#### PROVIDED ENTRIES ####

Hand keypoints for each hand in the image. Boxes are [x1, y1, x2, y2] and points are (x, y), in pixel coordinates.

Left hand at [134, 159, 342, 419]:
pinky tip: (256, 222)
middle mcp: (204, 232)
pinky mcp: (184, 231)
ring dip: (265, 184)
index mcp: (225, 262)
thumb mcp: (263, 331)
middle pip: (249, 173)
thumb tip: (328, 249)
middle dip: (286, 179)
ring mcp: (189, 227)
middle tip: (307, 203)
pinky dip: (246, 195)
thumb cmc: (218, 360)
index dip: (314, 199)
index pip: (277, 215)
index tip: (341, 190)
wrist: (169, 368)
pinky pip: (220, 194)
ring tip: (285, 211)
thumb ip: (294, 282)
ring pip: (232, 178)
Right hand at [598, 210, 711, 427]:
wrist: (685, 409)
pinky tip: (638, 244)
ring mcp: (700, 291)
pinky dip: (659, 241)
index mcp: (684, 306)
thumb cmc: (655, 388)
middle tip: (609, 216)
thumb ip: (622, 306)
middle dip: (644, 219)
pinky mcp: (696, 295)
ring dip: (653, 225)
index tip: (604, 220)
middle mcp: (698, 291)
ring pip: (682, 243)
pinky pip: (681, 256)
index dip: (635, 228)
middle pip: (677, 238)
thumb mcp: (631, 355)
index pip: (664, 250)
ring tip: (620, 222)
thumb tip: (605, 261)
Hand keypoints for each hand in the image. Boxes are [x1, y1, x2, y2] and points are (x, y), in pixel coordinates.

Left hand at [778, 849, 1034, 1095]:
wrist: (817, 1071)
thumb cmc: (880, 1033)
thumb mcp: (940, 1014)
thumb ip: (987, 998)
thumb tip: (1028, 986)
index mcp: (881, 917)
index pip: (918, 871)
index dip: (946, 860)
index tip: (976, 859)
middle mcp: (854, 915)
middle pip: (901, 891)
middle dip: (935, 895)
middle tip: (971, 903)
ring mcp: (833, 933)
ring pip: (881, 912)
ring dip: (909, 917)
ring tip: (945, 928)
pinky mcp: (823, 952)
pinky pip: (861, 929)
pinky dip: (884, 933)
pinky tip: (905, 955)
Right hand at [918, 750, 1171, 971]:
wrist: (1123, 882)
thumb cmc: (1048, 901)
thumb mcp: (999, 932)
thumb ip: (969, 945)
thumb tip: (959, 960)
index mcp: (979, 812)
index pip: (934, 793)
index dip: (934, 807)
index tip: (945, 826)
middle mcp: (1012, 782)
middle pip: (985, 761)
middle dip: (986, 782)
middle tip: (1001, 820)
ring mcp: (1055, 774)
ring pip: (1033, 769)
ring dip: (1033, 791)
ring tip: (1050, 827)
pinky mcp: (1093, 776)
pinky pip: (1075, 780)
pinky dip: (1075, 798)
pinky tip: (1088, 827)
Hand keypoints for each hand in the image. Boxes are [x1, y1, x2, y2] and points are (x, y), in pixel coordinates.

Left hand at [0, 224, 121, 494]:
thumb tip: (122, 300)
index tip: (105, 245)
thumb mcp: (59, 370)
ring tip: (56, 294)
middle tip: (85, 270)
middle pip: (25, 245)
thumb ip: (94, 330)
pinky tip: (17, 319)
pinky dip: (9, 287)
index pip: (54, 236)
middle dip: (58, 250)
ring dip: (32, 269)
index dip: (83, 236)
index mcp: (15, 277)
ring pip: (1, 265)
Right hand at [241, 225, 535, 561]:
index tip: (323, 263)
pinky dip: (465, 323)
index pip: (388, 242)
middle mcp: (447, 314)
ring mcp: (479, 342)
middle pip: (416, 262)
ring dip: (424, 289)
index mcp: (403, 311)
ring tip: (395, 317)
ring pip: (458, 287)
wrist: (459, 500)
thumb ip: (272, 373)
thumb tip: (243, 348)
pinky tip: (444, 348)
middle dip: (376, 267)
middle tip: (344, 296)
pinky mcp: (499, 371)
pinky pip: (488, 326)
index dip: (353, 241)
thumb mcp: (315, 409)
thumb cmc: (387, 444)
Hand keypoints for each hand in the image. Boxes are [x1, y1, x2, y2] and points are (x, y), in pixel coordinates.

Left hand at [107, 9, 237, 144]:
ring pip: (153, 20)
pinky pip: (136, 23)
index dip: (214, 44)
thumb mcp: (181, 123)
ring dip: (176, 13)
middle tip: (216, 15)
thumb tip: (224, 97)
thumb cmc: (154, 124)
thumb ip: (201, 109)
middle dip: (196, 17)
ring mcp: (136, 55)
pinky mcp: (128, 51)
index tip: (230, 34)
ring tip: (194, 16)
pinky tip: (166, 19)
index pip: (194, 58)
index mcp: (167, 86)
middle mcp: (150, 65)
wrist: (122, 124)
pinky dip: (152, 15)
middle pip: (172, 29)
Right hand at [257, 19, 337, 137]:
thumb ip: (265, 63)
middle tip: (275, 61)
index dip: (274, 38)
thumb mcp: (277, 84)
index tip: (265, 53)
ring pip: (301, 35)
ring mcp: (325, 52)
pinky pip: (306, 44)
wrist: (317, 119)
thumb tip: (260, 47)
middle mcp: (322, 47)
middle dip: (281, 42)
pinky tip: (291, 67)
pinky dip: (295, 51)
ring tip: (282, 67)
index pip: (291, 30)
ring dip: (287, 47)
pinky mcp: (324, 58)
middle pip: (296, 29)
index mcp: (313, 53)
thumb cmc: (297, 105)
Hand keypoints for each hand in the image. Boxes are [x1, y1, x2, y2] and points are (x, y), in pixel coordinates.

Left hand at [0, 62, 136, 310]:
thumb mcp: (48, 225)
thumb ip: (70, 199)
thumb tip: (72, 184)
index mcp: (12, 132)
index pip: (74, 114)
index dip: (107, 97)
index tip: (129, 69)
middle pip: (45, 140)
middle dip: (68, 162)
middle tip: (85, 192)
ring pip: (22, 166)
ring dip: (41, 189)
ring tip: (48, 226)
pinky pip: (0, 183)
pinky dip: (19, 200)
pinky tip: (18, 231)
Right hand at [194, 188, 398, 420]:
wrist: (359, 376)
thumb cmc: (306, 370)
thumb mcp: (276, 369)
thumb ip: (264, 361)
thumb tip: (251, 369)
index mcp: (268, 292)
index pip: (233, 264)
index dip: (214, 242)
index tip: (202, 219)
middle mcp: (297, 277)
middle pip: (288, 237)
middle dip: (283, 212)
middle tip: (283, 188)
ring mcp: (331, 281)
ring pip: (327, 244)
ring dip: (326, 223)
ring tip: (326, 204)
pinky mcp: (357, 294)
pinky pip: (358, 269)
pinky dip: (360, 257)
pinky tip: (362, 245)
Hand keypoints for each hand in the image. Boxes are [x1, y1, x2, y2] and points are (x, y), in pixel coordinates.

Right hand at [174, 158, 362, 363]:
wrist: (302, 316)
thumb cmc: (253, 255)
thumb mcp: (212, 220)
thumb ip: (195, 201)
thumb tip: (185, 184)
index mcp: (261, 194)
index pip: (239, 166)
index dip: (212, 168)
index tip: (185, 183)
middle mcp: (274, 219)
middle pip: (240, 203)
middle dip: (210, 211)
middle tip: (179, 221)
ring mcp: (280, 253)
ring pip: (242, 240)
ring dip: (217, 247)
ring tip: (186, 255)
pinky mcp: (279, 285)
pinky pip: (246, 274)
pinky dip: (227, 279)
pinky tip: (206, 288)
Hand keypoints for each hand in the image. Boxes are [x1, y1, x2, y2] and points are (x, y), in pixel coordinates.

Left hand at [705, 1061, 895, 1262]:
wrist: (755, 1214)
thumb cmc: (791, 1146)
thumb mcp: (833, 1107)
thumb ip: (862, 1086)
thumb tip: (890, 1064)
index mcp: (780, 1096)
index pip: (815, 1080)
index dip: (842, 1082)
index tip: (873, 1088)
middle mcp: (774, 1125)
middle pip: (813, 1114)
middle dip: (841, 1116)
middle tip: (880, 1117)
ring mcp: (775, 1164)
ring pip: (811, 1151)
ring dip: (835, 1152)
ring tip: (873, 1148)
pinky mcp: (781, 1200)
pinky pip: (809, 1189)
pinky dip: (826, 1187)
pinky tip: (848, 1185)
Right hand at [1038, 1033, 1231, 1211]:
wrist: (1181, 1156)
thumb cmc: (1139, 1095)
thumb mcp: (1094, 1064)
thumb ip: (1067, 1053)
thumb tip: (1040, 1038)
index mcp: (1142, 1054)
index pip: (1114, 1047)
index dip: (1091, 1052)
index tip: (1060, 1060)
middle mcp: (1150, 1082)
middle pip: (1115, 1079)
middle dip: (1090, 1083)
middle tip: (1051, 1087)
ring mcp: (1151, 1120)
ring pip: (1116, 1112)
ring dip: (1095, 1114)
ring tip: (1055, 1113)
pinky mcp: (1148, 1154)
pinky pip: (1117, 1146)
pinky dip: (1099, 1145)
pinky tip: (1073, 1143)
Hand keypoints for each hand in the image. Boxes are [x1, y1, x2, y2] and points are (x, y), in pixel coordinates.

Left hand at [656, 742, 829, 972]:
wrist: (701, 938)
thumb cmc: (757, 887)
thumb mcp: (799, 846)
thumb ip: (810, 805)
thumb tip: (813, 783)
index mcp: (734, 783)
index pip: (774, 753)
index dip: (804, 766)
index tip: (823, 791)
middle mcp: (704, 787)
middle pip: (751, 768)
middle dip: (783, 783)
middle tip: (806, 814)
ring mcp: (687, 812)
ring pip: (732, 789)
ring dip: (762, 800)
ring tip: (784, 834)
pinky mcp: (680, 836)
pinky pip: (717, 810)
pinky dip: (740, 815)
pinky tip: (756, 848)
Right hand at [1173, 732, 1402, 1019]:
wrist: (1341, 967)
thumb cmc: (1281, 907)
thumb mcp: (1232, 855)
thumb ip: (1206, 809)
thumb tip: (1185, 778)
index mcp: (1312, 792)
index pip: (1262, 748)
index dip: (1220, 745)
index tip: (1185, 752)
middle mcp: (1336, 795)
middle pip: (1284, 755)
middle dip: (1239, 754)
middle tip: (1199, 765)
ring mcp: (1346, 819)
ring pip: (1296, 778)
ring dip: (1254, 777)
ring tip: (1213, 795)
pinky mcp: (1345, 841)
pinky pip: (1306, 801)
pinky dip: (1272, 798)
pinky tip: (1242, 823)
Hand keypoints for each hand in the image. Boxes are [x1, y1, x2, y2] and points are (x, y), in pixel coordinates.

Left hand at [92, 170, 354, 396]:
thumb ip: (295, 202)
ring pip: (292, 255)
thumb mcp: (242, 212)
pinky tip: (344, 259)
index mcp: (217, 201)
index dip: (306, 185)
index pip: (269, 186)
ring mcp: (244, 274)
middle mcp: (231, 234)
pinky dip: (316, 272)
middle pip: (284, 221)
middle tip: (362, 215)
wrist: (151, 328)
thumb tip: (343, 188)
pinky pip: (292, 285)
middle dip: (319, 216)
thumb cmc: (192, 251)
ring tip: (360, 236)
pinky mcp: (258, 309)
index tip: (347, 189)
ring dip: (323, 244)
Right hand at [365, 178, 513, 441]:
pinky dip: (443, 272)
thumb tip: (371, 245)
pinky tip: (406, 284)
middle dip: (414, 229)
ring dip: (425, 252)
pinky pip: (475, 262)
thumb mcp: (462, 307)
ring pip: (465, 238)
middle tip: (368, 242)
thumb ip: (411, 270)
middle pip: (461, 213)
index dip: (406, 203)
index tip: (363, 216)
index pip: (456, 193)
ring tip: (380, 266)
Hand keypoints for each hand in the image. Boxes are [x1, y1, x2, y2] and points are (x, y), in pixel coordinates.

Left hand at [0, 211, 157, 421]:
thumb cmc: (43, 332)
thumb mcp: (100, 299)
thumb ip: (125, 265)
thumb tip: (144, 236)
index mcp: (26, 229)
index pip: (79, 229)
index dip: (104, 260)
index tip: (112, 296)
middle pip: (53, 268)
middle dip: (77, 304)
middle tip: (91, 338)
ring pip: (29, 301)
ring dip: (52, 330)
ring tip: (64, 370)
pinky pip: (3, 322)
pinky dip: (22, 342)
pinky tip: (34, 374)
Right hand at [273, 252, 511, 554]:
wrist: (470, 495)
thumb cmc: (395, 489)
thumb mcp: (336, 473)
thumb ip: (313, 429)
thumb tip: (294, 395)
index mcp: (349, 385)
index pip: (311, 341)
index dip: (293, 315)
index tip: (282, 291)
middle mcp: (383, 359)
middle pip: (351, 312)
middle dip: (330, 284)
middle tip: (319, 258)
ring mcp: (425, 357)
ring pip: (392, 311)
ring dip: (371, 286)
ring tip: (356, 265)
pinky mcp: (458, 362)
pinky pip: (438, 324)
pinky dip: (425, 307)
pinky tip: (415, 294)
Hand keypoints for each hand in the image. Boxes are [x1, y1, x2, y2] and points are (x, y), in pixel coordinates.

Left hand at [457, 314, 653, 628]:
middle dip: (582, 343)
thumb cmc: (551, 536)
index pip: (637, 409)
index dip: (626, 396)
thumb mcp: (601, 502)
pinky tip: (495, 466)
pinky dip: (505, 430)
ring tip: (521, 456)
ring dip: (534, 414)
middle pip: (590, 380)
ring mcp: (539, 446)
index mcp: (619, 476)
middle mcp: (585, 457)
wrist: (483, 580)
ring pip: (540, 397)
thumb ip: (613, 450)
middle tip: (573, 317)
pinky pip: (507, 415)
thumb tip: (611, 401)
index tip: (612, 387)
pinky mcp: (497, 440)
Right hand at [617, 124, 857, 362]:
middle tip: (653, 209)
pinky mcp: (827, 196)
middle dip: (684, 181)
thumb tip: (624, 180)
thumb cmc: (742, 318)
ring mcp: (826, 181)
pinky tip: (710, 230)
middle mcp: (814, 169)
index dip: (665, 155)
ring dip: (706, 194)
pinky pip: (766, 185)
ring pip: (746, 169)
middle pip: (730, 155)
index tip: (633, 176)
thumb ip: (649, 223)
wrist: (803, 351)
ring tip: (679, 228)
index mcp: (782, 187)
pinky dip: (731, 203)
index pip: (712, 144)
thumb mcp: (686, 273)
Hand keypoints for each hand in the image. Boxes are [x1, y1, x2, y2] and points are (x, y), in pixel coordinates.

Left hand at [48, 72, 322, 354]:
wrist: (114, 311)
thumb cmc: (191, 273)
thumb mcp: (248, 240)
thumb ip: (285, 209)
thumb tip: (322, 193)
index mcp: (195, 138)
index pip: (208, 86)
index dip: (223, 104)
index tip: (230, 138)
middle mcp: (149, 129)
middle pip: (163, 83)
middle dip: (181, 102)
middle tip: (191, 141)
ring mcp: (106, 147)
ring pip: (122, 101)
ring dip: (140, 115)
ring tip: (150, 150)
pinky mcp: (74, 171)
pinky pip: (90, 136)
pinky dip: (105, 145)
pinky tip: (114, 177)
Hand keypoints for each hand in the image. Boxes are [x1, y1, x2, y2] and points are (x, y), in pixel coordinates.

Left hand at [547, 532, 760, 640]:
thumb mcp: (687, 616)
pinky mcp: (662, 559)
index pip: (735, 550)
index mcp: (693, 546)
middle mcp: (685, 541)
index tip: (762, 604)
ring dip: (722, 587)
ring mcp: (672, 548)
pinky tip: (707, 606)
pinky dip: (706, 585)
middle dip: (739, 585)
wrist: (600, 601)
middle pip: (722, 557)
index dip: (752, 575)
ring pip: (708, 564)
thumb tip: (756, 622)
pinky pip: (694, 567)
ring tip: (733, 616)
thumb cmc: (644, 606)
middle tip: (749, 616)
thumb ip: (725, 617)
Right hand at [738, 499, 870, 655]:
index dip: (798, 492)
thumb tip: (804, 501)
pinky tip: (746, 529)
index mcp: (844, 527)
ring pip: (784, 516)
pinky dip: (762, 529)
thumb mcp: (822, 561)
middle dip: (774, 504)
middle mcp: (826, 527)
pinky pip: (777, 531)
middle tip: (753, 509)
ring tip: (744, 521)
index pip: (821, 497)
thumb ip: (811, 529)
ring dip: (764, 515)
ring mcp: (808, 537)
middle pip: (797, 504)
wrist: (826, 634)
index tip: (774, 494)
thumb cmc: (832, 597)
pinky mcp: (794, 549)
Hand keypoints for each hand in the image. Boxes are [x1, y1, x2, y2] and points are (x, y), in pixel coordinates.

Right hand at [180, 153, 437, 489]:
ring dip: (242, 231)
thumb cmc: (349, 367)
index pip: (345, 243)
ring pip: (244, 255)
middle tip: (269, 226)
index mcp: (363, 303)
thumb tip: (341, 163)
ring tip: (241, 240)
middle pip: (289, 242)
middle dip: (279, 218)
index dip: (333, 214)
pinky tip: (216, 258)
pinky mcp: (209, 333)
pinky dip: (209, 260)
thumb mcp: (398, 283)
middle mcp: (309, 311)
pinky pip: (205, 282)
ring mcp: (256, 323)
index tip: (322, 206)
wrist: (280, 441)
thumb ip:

####

For this exercise, output exactly the lines above from the line with "index tip: (129, 69)" to the line with "index dip: (1091, 1052)", counting both, and leave out the rest.

## RESPONSE FOR THIS EXERCISE
index tip: (129, 69)
middle pip: (45, 140)
middle dip: (68, 162)
middle tip: (85, 192)
ring pip: (22, 166)
ring dip: (41, 189)
ring tip: (48, 226)
pinky pip: (0, 183)
pinky dip: (19, 200)
pinky tip: (18, 231)
Right hand at [194, 188, 398, 420]:
wrist: (359, 376)
thumb cmc: (306, 370)
thumb mcp: (276, 369)
thumb ip: (264, 361)
thumb tip: (251, 369)
index mcp: (268, 292)
index pip: (233, 264)
index dip: (214, 242)
index tip: (202, 219)
middle mcp: (297, 277)
middle pip: (288, 237)
middle dip: (283, 212)
middle tip: (283, 188)
ring mcp: (331, 281)
ring pip: (327, 244)
ring dip: (326, 223)
ring tip: (326, 204)
pinky mcp: (357, 294)
pinky pip: (358, 269)
pinky dip: (360, 257)
pinky tip: (362, 245)
Hand keypoints for each hand in the image. Boxes are [x1, y1, x2, y2] and points are (x, y), in pixel coordinates.

Right hand at [174, 158, 362, 363]:
wrist: (302, 316)
thumb cmc: (253, 255)
thumb mcp: (212, 220)
thumb ip: (195, 201)
thumb tip: (185, 184)
index mcp: (261, 194)
index pip: (239, 166)
index dip: (212, 168)
index tip: (185, 183)
middle mcp: (274, 219)
middle pip: (240, 203)
middle dip: (210, 211)
middle tip: (179, 221)
ring mcp: (280, 253)
ring pip: (242, 240)
ring dip: (217, 247)
ring tip: (186, 255)
pinky mcp: (279, 285)
pinky pip: (246, 274)
pinky dip: (227, 279)
pinky tip: (206, 288)
Hand keypoints for each hand in the image. Boxes are [x1, y1, x2, y2] and points are (x, y), in pixel coordinates.

Left hand at [705, 1061, 895, 1262]:
wrist: (755, 1214)
thumb cmc: (791, 1146)
thumb mcp: (833, 1107)
thumb ip: (862, 1086)
thumb tip: (890, 1064)
index mcp: (780, 1096)
index pip: (815, 1080)
index dip: (842, 1082)
index tip: (873, 1088)
middle mcp: (774, 1125)
middle pip: (813, 1114)
middle dip: (841, 1116)
middle tip: (880, 1117)
ring mcp: (775, 1164)
ring pip: (811, 1151)
ring dip: (835, 1152)
ring tip: (873, 1148)
pinky mcp: (781, 1200)
pinky pip: (809, 1189)
pinky dip: (826, 1187)
pinky tip: (848, 1185)
Right hand at [1038, 1033, 1231, 1211]:
wrist: (1181, 1156)
thumb cmc: (1139, 1095)
thumb mcp: (1094, 1064)
thumb ip: (1067, 1053)
thumb tip: (1040, 1038)
index mcp: (1142, 1054)
index pip: (1114, 1047)
index dip: (1091, 1052)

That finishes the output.